La loi du 8 juillet 2026 visant à réduire l’impact environnemental de l’industrie textile ne crée pas, juridiquement, une taxe directement réglée par le client. Elle prévoit une modulation de l’éco-contribution versée par les producteurs à la filière textile. Les entreprises concernées devront donc payer davantage lorsqu’elles multiplient les références et n’encouragent pas la réparation de leurs produits.

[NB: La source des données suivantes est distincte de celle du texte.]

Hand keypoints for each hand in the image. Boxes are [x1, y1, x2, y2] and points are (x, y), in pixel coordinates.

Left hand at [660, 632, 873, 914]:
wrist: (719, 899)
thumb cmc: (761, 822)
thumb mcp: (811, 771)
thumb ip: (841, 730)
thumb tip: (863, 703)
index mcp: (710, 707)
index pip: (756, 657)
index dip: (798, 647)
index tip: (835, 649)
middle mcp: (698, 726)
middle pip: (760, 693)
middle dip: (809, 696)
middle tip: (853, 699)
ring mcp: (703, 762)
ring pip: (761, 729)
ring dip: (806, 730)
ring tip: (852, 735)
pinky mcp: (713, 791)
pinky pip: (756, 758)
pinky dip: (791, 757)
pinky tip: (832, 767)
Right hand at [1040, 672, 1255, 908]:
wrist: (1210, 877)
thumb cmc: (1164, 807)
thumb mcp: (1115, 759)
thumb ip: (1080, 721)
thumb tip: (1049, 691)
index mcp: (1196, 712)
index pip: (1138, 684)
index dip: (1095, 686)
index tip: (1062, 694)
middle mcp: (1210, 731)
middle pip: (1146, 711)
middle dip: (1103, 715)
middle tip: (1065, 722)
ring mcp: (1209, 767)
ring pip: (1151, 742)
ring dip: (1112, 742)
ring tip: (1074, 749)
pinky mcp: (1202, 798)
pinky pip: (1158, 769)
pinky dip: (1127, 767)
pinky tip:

Jusqu’à 12 euros, mais pas sur chaque article
Le chiffre de 12 euros mérite d’être remis à sa place. En 2026, la pénalité peut aller de 25 centimes à 12 euros selon la catégorie du produit. Elle est en outre plafonnée à 50 % du prix de vente hors taxe. Autrement dit, un haut vendu 3 euros ne pourra pas être frappé d’un malus de 12 euros : le plafond sera bien inférieur. Le barème doit progresser jusqu’en 2030, avec un maximum annoncé de 20 euros.
Selon les précisions du site officiel de l’administration française, la mesure concerne les vêtements, chaussures, linge de maison et textiles neufs destinés aux particuliers. La seconde main n’est pas concernée.
Le principe paraît simple : faire payer les multinationales dont le modèle repose sur des milliers de nouveautés mises en ligne à un rythme industriel. Mais une entreprise n’a pas besoin d’un diplôme de Bercy pour savoir répercuter un coût. Elle peut absorber le coût sur ses marges, réduire ses promotions ou le répercuter, en tout ou partie, sur le prix affiché. Le consommateur, lui, n’aura pas forcément droit à une ligne distincte sur sa facture lui indiquant ce qu’il finance.
Punir les plateformes sans épargner forcément leurs clients
Les familles qui achètent des vêtements à très bas prix ne le font pas toutes par passion du polyester ou par haine de la couture. Pour beaucoup, c’est une réponse à un budget serré, aux enfants qui grandissent vite et aux prix déjà élevés des enseignes classiques. Présenter le client de Shein comme le responsable idéal de la surconsommation permet surtout d’éviter une discussion plus gênante sur le pouvoir d’achat.
La loi prévoit aussi l’interdiction de la publicité pour ces produits à compter du 1er janvier 2027, ainsi que des obligations d’information sur la fabrication et les conséquences sociales et environnementales. Très bien. Mais l’écologie punitive a souvent ce talent rare : annoncer qu’elle s’attaque aux géants, puis vérifier si les petits peuvent encaisser le choc.
La Macronie pourra donc expliquer qu’elle fait payer les plateformes. Les plateformes pourront ajuster leurs prix. Et les Français les moins aisés découvriront peut-être, une fois de plus, que la vertu écologique coûte surtout cher à ceux qui n’ont pas les moyens de l’afficher.